* [PROVIDED RECORDS]:
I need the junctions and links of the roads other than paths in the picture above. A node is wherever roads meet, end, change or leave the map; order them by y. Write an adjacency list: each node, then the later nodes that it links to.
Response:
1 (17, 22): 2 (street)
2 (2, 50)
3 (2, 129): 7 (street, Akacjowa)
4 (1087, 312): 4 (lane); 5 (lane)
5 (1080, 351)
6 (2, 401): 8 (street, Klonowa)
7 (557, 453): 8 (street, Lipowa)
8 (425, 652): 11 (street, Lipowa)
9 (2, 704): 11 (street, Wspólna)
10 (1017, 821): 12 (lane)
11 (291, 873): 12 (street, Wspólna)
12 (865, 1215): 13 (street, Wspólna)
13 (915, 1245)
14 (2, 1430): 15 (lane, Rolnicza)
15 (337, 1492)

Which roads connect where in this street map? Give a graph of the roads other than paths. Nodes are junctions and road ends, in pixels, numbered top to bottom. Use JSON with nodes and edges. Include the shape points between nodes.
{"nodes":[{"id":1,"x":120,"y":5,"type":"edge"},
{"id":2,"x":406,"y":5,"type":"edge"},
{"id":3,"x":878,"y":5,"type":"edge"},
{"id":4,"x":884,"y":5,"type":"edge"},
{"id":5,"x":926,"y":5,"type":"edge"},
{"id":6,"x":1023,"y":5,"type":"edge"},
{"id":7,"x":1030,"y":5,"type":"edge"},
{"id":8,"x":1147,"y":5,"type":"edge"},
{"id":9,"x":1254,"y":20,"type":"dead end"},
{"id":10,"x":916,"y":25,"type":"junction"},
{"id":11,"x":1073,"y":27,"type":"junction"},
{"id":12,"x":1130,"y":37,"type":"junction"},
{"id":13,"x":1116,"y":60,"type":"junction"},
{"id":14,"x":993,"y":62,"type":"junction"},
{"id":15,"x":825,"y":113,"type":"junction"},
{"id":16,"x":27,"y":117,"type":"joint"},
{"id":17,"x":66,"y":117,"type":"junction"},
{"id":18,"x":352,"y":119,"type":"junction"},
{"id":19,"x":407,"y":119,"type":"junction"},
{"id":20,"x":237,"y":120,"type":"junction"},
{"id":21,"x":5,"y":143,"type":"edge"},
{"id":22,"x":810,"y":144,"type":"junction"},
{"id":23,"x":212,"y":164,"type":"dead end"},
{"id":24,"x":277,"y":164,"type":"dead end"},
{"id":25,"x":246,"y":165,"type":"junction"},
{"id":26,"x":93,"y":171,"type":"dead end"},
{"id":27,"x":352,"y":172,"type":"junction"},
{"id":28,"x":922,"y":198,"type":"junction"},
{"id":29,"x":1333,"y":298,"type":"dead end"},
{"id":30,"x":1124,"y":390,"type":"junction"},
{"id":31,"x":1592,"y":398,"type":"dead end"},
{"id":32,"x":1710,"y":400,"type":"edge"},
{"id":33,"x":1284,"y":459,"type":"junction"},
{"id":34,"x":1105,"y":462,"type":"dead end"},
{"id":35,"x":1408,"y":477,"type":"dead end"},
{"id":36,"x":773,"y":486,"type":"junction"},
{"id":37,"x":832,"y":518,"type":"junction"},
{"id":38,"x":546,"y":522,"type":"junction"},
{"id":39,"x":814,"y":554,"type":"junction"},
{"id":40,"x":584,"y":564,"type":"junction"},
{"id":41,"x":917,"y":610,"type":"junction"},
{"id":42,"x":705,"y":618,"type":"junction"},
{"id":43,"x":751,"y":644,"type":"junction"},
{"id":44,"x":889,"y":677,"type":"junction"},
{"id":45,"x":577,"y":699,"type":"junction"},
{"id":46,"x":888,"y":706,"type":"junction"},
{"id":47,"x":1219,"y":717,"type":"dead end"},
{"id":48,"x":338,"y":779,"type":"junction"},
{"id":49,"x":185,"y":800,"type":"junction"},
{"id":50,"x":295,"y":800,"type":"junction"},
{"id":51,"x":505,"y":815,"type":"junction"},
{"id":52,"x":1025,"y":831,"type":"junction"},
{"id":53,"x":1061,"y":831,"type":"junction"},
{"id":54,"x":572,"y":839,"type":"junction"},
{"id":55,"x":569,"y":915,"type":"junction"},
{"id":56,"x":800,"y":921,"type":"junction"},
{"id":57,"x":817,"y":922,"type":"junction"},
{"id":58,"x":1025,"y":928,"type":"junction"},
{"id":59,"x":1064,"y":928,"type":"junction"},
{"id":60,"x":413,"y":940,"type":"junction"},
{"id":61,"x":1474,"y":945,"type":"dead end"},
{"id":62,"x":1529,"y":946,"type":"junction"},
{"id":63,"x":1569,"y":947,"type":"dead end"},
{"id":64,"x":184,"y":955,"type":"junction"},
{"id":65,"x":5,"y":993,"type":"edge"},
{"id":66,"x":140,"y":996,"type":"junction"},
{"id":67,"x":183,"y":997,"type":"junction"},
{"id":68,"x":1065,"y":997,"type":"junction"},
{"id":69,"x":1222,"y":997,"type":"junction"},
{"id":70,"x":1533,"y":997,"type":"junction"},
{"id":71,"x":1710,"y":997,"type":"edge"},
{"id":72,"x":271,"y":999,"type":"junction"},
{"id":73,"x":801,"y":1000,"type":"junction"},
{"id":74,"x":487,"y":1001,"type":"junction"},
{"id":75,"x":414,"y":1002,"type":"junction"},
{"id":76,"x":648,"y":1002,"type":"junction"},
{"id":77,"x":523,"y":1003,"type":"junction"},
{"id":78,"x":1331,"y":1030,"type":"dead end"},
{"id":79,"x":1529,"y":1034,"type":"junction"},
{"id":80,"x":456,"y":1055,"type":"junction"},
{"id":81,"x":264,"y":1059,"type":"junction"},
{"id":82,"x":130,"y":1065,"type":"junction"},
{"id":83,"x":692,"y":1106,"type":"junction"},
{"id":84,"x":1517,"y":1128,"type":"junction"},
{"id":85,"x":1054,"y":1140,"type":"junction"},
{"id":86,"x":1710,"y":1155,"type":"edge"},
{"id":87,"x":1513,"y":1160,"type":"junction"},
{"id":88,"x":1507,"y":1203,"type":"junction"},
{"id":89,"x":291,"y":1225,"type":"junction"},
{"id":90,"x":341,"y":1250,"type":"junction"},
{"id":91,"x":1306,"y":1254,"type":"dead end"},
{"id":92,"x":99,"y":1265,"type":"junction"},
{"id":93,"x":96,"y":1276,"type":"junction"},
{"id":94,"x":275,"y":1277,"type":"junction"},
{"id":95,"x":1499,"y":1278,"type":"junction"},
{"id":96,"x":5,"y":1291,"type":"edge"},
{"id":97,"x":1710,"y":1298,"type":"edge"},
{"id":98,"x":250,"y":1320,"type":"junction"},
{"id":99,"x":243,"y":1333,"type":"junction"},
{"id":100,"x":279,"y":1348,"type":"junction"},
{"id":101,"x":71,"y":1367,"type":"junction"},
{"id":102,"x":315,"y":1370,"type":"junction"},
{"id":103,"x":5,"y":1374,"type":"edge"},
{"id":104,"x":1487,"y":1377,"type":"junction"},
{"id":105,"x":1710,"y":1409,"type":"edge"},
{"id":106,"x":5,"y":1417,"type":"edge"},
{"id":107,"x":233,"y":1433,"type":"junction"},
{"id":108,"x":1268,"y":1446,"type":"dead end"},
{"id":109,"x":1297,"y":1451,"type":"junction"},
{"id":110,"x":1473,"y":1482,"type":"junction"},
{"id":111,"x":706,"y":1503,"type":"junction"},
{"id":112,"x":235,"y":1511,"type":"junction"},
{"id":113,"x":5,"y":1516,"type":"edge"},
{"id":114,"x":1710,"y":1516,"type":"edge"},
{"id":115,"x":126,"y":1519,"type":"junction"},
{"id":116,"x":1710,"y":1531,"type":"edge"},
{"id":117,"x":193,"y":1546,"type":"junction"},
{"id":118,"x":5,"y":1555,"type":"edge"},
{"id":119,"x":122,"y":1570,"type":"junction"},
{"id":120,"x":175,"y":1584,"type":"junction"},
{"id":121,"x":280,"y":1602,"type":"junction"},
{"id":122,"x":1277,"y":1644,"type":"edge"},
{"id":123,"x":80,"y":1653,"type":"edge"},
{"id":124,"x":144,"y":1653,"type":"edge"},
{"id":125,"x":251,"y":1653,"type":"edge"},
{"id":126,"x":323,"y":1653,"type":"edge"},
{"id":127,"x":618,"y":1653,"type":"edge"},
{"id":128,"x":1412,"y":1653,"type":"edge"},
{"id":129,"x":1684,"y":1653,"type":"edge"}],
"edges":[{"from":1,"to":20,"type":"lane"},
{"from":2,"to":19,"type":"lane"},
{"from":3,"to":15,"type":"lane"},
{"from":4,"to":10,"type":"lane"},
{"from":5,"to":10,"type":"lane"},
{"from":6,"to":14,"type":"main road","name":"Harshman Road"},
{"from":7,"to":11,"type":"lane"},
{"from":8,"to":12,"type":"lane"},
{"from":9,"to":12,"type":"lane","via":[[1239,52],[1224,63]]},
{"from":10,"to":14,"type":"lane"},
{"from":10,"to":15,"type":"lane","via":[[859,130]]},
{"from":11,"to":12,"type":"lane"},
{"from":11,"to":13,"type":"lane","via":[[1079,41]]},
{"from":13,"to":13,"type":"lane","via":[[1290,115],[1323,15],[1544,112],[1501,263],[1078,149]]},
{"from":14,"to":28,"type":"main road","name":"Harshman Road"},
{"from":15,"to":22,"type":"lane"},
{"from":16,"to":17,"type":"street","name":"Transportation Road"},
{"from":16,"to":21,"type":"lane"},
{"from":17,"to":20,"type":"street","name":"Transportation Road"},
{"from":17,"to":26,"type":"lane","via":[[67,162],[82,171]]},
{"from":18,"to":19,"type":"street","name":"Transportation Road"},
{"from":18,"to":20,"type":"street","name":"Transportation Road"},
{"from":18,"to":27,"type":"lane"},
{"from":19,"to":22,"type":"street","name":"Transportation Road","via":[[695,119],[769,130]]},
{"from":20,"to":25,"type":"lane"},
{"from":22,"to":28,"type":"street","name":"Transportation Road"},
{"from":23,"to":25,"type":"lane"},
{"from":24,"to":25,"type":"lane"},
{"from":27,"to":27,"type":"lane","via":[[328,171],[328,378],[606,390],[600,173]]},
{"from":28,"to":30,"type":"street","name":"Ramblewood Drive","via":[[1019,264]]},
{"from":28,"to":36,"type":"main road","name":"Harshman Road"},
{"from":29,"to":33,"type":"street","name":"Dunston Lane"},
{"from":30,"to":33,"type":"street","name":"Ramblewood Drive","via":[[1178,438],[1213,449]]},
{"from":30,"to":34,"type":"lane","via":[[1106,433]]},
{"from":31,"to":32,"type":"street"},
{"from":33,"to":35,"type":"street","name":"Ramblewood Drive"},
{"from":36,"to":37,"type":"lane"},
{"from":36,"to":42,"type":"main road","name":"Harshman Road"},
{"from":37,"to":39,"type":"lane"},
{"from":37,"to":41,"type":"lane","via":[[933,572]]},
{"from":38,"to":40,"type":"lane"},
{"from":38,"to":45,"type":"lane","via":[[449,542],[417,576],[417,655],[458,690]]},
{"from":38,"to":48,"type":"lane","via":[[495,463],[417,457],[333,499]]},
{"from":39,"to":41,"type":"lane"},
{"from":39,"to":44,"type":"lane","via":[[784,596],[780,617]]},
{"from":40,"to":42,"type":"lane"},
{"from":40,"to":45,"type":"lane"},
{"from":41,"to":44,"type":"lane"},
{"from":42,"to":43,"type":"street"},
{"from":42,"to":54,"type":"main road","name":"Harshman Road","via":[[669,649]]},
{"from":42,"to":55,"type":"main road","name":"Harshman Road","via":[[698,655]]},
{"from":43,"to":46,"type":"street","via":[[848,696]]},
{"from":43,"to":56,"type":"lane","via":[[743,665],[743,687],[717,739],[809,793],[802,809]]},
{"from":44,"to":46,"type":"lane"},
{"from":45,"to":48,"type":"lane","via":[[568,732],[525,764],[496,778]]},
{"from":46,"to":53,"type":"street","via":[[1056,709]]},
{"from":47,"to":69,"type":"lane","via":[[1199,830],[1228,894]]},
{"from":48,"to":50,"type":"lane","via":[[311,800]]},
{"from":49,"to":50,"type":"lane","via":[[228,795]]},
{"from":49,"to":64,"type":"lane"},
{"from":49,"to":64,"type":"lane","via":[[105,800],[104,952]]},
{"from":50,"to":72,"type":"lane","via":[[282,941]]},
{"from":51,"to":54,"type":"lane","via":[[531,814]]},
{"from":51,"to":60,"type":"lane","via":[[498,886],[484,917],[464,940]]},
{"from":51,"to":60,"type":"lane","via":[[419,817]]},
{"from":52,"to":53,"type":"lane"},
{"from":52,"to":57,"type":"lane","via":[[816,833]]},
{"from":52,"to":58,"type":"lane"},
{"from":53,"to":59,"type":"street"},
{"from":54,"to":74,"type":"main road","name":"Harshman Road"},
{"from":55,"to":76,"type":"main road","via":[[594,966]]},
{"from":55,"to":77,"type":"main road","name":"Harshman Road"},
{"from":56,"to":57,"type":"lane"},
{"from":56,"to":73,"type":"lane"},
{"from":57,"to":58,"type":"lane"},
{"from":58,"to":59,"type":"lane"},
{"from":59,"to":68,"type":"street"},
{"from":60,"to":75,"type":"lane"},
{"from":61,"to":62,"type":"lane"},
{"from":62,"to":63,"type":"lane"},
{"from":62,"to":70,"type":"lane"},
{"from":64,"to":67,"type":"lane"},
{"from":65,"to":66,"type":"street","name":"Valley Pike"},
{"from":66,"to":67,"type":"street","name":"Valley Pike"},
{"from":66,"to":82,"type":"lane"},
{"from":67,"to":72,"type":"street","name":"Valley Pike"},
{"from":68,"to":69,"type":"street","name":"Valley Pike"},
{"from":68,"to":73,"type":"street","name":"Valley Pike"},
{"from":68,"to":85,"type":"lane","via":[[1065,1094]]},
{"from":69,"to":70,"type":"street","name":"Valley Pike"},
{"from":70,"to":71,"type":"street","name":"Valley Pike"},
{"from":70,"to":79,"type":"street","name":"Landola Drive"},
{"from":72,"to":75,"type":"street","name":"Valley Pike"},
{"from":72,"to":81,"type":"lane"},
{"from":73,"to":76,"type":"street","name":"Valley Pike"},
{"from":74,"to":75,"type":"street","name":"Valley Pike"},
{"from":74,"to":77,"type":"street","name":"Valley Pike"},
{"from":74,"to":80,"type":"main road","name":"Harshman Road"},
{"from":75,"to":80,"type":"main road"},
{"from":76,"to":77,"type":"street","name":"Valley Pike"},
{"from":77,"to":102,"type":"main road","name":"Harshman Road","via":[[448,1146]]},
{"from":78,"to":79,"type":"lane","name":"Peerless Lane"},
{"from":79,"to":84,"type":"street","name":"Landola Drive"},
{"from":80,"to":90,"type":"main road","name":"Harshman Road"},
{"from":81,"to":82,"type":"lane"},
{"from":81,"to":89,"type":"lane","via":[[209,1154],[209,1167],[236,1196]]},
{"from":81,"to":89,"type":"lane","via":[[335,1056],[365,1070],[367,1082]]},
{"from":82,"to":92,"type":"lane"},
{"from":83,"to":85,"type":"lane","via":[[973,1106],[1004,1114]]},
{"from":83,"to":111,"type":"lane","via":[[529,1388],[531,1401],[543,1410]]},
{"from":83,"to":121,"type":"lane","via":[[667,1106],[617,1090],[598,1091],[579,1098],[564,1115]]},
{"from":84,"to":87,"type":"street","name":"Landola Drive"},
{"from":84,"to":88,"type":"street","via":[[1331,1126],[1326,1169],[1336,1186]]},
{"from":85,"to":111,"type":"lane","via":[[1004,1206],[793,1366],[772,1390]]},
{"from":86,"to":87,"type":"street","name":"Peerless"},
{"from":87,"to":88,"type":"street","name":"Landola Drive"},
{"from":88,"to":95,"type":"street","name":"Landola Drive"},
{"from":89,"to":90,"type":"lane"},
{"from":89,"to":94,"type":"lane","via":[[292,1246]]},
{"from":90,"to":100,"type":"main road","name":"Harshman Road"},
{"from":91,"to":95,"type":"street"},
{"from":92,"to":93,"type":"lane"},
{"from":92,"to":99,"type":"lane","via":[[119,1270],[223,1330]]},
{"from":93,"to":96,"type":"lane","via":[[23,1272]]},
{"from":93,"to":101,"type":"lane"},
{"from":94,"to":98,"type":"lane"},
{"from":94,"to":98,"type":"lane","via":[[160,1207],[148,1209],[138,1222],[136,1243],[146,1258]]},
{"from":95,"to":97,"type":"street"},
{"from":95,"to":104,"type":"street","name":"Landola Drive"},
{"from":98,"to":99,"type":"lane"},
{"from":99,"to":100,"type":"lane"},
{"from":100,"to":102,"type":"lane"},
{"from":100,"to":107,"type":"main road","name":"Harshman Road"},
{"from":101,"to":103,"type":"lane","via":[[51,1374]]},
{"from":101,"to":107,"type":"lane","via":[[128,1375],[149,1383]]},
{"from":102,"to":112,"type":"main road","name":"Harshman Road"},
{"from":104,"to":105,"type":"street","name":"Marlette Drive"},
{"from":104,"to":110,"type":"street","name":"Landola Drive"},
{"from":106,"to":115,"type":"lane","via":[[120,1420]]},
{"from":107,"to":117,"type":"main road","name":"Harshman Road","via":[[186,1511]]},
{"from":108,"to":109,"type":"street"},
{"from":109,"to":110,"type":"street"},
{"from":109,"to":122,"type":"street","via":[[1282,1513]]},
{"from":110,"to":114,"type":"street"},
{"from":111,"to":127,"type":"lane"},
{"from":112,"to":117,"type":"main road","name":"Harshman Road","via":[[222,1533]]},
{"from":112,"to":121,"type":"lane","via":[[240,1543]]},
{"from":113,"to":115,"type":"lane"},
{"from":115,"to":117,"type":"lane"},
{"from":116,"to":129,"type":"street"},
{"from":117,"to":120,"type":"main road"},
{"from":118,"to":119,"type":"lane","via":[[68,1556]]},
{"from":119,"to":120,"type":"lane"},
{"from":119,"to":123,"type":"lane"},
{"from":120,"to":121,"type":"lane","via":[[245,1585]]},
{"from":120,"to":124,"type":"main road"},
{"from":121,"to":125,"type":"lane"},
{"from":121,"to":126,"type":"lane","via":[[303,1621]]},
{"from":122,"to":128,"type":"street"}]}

* [EXERCISE OBJECTIVE]:
Identify the lines in the entries that hold "Landola" and return each one.

* [ANSWER]:
{"from":70,"to":79,"type":"street","name":"Landola Drive"},
{"from":79,"to":84,"type":"street","name":"Landola Drive"},
{"from":84,"to":87,"type":"street","name":"Landola Drive"},
{"from":87,"to":88,"type":"street","name":"Landola Drive"},
{"from":88,"to":95,"type":"street","name":"Landola Drive"},
{"from":95,"to":104,"type":"street","name":"Landola Drive"},
{"from":104,"to":110,"type":"street","name":"Landola Drive"},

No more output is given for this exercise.